Di rumah adat  juga memiliki beberapa larangan sebagai wewengkon untuk menjaga rasa hormat terhadap tempat yang dahulunya bahwa tempat tersebut merupakan tempat pertemuan orang-orang penting dari waliyullah. Larangan sebagai wewengkon untuk menjaga rasa hormat, yaitu dibatasinya waktu berkunjung hanya dilakukan tiga hari dalam seminggu yakni hari Senin, Rabu, dan Kamis.

 

Larangan juga termasuk orang yang bukan Islam dan bagi perempuan yang sedang berhalangan menstruasi tidak diperbolehkan menginjak rumah adat.

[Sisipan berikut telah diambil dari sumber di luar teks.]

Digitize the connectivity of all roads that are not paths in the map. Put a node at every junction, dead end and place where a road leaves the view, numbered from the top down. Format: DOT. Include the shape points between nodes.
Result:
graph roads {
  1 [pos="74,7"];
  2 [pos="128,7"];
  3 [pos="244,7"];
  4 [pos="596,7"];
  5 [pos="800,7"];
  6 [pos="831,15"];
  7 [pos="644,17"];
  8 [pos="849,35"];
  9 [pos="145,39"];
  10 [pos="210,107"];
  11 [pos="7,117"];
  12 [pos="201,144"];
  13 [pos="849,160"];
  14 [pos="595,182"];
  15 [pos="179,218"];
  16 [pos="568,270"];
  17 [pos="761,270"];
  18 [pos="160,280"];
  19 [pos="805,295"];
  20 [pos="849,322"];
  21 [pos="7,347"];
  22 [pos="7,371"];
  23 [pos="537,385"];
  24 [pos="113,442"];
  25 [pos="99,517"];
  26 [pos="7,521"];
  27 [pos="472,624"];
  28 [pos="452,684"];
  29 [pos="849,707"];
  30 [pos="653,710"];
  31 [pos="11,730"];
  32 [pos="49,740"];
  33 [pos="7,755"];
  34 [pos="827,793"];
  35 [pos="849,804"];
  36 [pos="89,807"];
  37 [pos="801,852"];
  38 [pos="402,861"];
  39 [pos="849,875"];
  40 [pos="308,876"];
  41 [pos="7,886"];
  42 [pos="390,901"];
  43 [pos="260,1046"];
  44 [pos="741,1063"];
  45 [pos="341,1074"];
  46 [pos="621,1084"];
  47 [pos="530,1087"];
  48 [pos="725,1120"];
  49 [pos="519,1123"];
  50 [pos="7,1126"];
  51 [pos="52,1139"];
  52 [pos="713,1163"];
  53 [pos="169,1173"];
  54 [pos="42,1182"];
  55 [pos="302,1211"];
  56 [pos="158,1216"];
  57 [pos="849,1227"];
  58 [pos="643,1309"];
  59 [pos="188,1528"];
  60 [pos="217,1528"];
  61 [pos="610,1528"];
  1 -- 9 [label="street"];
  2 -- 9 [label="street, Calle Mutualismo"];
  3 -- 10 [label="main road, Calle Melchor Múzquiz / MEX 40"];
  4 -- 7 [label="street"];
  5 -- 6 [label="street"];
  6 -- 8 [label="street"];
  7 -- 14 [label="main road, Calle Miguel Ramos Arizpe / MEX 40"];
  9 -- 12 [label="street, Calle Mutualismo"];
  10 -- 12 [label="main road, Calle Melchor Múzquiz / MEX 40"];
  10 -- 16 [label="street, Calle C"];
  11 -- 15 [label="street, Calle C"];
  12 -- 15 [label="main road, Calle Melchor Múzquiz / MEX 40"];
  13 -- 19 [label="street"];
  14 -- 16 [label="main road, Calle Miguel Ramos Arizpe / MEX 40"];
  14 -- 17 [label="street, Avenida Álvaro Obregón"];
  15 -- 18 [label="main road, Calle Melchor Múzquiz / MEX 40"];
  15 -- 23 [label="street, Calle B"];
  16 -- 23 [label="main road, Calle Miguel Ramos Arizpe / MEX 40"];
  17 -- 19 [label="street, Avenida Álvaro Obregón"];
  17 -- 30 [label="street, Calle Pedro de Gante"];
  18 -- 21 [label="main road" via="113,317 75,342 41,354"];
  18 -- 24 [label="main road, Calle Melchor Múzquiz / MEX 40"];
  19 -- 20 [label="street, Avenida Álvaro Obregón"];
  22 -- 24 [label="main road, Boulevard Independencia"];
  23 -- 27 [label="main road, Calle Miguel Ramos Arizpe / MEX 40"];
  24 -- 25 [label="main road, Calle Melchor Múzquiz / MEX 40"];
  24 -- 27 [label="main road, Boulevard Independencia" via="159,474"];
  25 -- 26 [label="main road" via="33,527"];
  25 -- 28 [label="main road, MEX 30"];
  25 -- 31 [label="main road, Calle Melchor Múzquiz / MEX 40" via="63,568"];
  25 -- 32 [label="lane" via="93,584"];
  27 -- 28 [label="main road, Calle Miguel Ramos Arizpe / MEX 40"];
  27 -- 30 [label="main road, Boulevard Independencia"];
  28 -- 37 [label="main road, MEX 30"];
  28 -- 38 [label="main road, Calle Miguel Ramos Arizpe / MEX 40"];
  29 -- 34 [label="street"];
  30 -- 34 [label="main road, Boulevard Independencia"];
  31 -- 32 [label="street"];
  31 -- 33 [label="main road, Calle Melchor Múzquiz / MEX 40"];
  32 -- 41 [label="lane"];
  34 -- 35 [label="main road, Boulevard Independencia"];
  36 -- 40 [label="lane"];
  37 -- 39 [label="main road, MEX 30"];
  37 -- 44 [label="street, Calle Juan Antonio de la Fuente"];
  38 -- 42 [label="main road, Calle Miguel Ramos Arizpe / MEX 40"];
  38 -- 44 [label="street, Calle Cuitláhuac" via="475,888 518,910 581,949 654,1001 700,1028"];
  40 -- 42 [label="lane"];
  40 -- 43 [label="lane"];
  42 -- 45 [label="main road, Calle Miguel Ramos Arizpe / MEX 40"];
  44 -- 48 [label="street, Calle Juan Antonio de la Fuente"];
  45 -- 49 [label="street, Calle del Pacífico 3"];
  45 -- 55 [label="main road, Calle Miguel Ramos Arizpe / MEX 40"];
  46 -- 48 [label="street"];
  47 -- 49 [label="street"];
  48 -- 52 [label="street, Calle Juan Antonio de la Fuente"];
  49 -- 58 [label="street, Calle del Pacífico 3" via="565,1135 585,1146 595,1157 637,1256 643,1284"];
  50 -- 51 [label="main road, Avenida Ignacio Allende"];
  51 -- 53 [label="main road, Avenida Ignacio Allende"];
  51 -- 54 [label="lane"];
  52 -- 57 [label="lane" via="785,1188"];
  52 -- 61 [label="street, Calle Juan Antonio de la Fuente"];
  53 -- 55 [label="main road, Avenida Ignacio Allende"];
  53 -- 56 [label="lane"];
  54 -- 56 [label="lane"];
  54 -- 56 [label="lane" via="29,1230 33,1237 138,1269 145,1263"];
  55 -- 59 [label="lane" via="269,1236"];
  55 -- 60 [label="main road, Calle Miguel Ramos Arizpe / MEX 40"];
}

"Kalau akan masuk ke rumah adat tidak boleh menginjak bangbarung, tidak boleh menggunakan listrik, dan tidak boleh menggunakan perabotan yang terbuat dari porslen/kaca. Larangan terakhir ini, semata-mata untuk memberikan pembelajaran tentang kesederhanaan dan menjauhkan dari kehidupan glamor," ungkap peneliti.